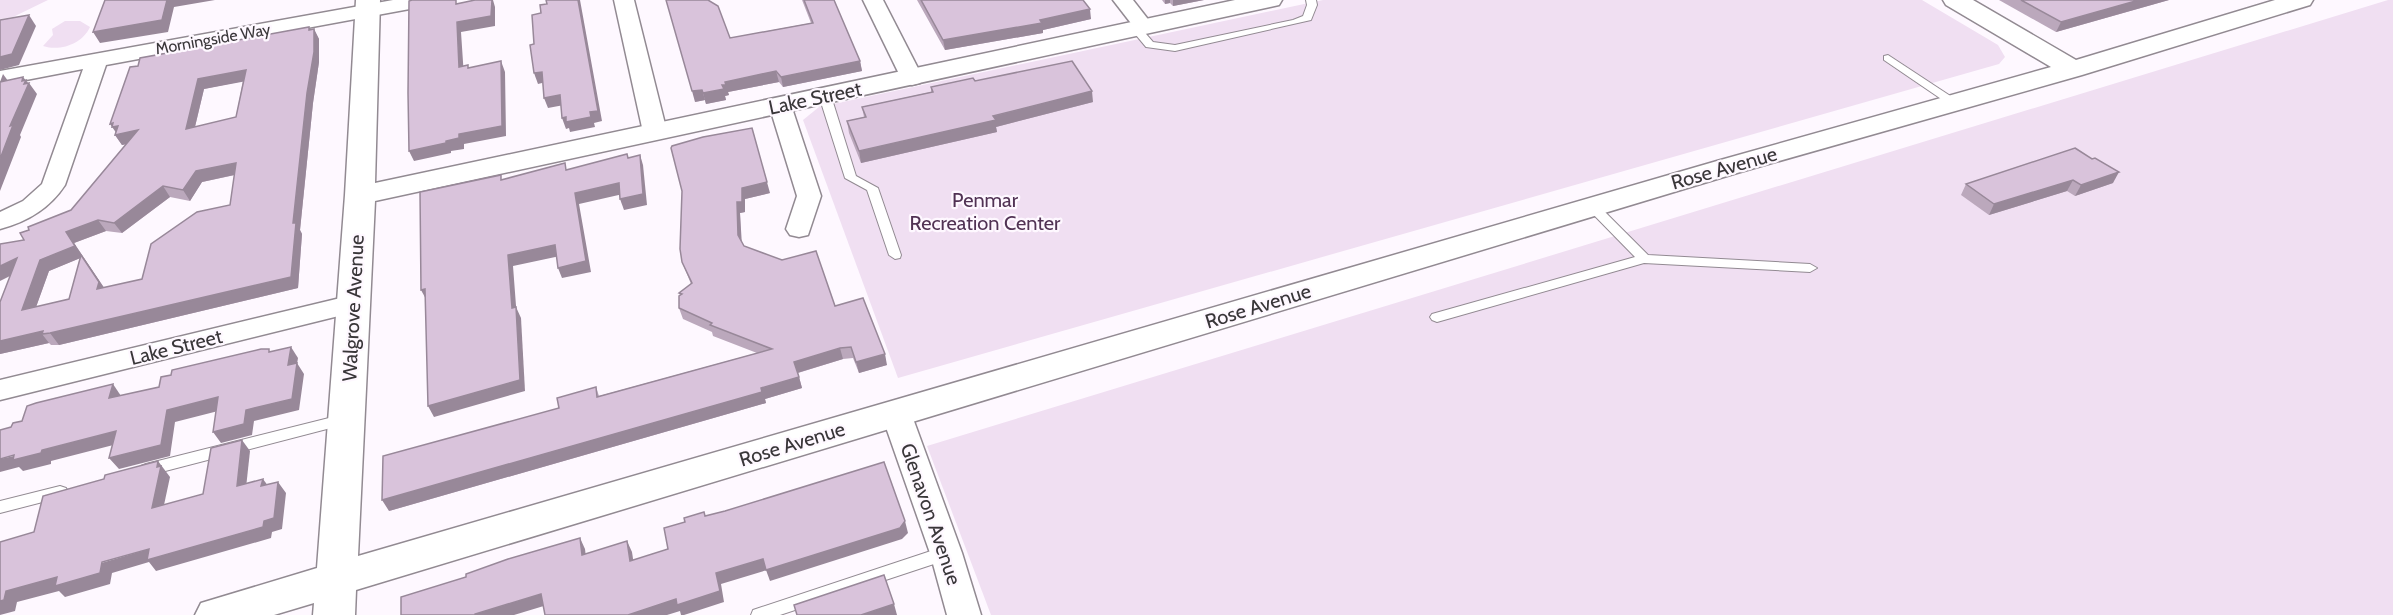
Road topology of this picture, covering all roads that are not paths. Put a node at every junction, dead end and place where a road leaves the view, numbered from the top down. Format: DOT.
graph roads {
  1 [pos="426,0"];
  2 [pos="624,0"];
  3 [pos="873,0"];
  4 [pos="1123,0"];
  5 [pos="1269,0"];
  6 [pos="1311,0"];
  7 [pos="1954,0"];
  8 [pos="2301,0"];
  9 [pos="368,5"];
  10 [pos="1140,28"];
  11 [pos="1888,58"];
  12 [pos="97,60"];
  13 [pos="2073,69"];
  14 [pos="0,78"];
  15 [pos="912,78"];
  16 [pos="825,96"];
  17 [pos="1954,103"];
  18 [pos="780,105"];
  19 [pos="655,132"];
  20 [pos="360,195"];
  21 [pos="1592,206"];
  22 [pos="0,220"];
  23 [pos="799,229"];
  24 [pos="895,255"];
  25 [pos="1644,259"];
  26 [pos="1810,268"];
  27 [pos="353,304"];
  28 [pos="1437,316"];
  29 [pos="0,390"];
  30 [pos="896,413"];
  31 [pos="347,419"];
  32 [pos="127,475"];
  33 [pos="81,487"];
  34 [pos="0,507"];
  35 [pos="946,553"];
  36 [pos="335,598"];
  37 [pos="216,615"];
  38 [pos="759,615"];
  39 [pos="964,615"];
  1 -- 9 [label="street, Morningside Way"];
  2 -- 19 [label="street"];
  3 -- 15 [label="street"];
  4 -- 10 [label="street"];
  5 -- 10 [label="street, Lake Street"];
  6 -- 10 [label="lane"];
  7 -- 13 [label="street"];
  8 -- 13 [label="street, Rose Avenue"];
  9 -- 12 [label="street, Morningside Way"];
  9 -- 20 [label="street, Walgrove Avenue"];
  10 -- 15 [label="street, Lake Street"];
  11 -- 17 [label="lane"];
  12 -- 14 [label="street, Morningside Way"];
  12 -- 22 [label="street"];
  13 -- 17 [label="street, Rose Avenue"];
  15 -- 16 [label="street, Lake Street"];
  16 -- 18 [label="street, Lake Street"];
  16 -- 24 [label="lane"];
  17 -- 21 [label="street, Rose Avenue"];
  18 -- 19 [label="street, Lake Street"];
  18 -- 23 [label="street"];
  19 -- 20 [label="street, Lake Street"];
  20 -- 27 [label="street, Walgrove Avenue"];
  21 -- 25 [label="lane"];
  21 -- 30 [label="street, Rose Avenue"];
  25 -- 26 [label="lane"];
  25 -- 28 [label="lane"];
  27 -- 29 [label="street, Lake Street"];
  27 -- 31 [label="street, Walgrove Avenue"];
  30 -- 35 [label="street, Glenavon Avenue"];
  30 -- 36 [label="street, Rose Avenue"];
  31 -- 32 [label="lane"];
  31 -- 36 [label="street, Walgrove Avenue"];
  33 -- 34 [label="lane"];
  35 -- 38 [label="lane"];
  35 -- 39 [label="street, Glenavon Avenue"];
  36 -- 37 [label="street, Rose Avenue"];
}
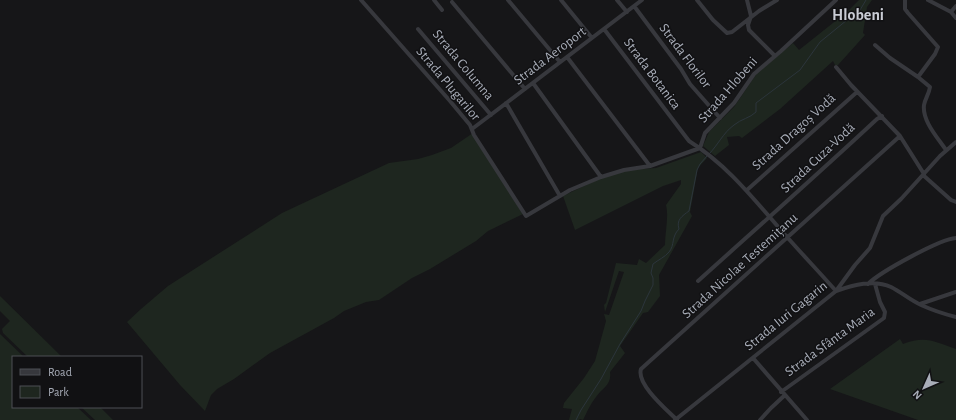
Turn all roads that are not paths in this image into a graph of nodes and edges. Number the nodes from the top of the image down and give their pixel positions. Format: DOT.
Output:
graph roads {
  1 [pos="361,0"];
  2 [pos="434,0"];
  3 [pos="508,0"];
  4 [pos="561,0"];
  5 [pos="617,0"];
  6 [pos="642,0"];
  7 [pos="697,0"];
  8 [pos="747,0"];
  9 [pos="777,0"];
  10 [pos="836,0"];
  11 [pos="905,0"];
  12 [pos="928,0"];
  13 [pos="452,2"];
  14 [pos="634,6"];
  15 [pos="956,6"];
  16 [pos="442,10"];
  17 [pos="627,12"];
  18 [pos="951,12"];
  19 [pos="751,16"];
  20 [pos="956,18"];
  21 [pos="418,29"];
  22 [pos="604,29"];
  23 [pos="592,38"];
  24 [pos="875,45"];
  25 [pos="775,56"];
  26 [pos="567,57"];
  27 [pos="560,62"];
  28 [pos="836,67"];
  29 [pos="918,77"];
  30 [pos="533,83"];
  31 [pos="525,89"];
  32 [pos="857,92"];
  33 [pos="506,104"];
  34 [pos="490,115"];
  35 [pos="882,116"];
  36 [pos="720,118"];
  37 [pos="472,129"];
  38 [pos="900,136"];
  39 [pos="956,142"];
  40 [pos="700,148"];
  41 [pos="946,150"];
  42 [pos="650,166"];
  43 [pos="924,175"];
  44 [pos="601,177"];
  45 [pos="746,190"];
  46 [pos="560,196"];
  47 [pos="956,202"];
  48 [pos="770,217"];
  49 [pos="788,238"];
  50 [pos="956,238"];
  51 [pos="698,281"];
  52 [pos="868,284"];
  53 [pos="875,284"];
  54 [pos="836,291"];
  55 [pos="956,292"];
  56 [pos="920,304"];
  57 [pos="956,317"];
  58 [pos="753,358"];
  59 [pos="781,392"];
  60 [pos="785,396"];
  61 [pos="676,420"];
  62 [pos="760,420"];
  63 [pos="807,420"];
  1 -- 37 [label="street, Strada Plugarilor"];
  2 -- 16 [label="street"];
  3 -- 27 [label="street"];
  4 -- 23 [label="street"];
  5 -- 17 [label="street"];
  6 -- 14 [label="street, Strada Aeroport"];
  7 -- 19 [label="street"];
  8 -- 19 [label="street"];
  9 -- 19 [label="street"];
  10 -- 25 [label="street, Strada Hlobeni"];
  11 -- 29 [label="street"];
  12 -- 18 [label="street"];
  13 -- 31 [label="street"];
  14 -- 17 [label="street, Strada Aeroport"];
  14 -- 36 [label="street, Strada Florilor"];
  15 -- 18 [label="street"];
  17 -- 22 [label="street, Strada Aeroport"];
  18 -- 20 [label="street"];
  19 -- 25 [label="street"];
  21 -- 34 [label="street, Strada Columna"];
  22 -- 23 [label="street, Strada Aeroport"];
  22 -- 40 [label="street, Strada Botanica"];
  23 -- 26 [label="street, Strada Aeroport"];
  24 -- 29 [label="street"];
  25 -- 36 [label="street, Strada Hlobeni"];
  26 -- 27 [label="street, Strada Aeroport"];
  26 -- 42 [label="street"];
  27 -- 30 [label="street, Strada Aeroport"];
  28 -- 32 [label="street"];
  29 -- 41 [label="street"];
  30 -- 31 [label="street, Strada Aeroport"];
  30 -- 44 [label="street"];
  31 -- 33 [label="street, Strada Aeroport"];
  32 -- 35 [label="street"];
  32 -- 45 [label="street, Strada Dragoș Vodă"];
  33 -- 34 [label="street, Strada Aeroport"];
  33 -- 46 [label="street"];
  34 -- 37 [label="street, Strada Aeroport"];
  35 -- 38 [label="street"];
  35 -- 48 [label="street, Strada Cuza-Vodă"];
  36 -- 40 [label="street, Strada Hlobeni"];
  37 -- 46 [label="street, Strada Plugarilor"];
  38 -- 43 [label="street"];
  38 -- 49 [label="street, Strada Nicolae Testemițanu"];
  39 -- 41 [label="street, Strada Iuri Gagarin"];
  40 -- 42 [label="street"];
  40 -- 45 [label="street, Strada Botanica"];
  41 -- 43 [label="street, Strada Iuri Gagarin"];
  42 -- 44 [label="street"];
  43 -- 47 [label="street"];
  43 -- 54 [label="street, Strada Iuri Gagarin"];
  44 -- 46 [label="street"];
  45 -- 48 [label="street, Strada Botanica"];
  48 -- 49 [label="street, Strada Botanica"];
  48 -- 51 [label="street, Strada Cuza-Vodă"];
  49 -- 54 [label="street, Strada Botanica"];
  49 -- 61 [label="street, Strada Nicolae Testemițanu"];
  50 -- 52 [label="street"];
  52 -- 53 [label="street"];
  52 -- 54 [label="street"];
  53 -- 56 [label="street"];
  53 -- 59 [label="street, Strada Sfânta Maria"];
  54 -- 58 [label="street, Strada Iuri Gagarin"];
  55 -- 56 [label="street"];
  56 -- 57 [label="street"];
  58 -- 59 [label="street"];
  58 -- 61 [label="street, Strada Iuri Gagarin"];
  59 -- 60 [label="street"];
  60 -- 62 [label="street, Strada Sfânta Maria"];
  60 -- 63 [label="street"];
}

--

What to do:
If a line of the data holds the string "lane", count it. Then state the total and nothing more.

Your response:
9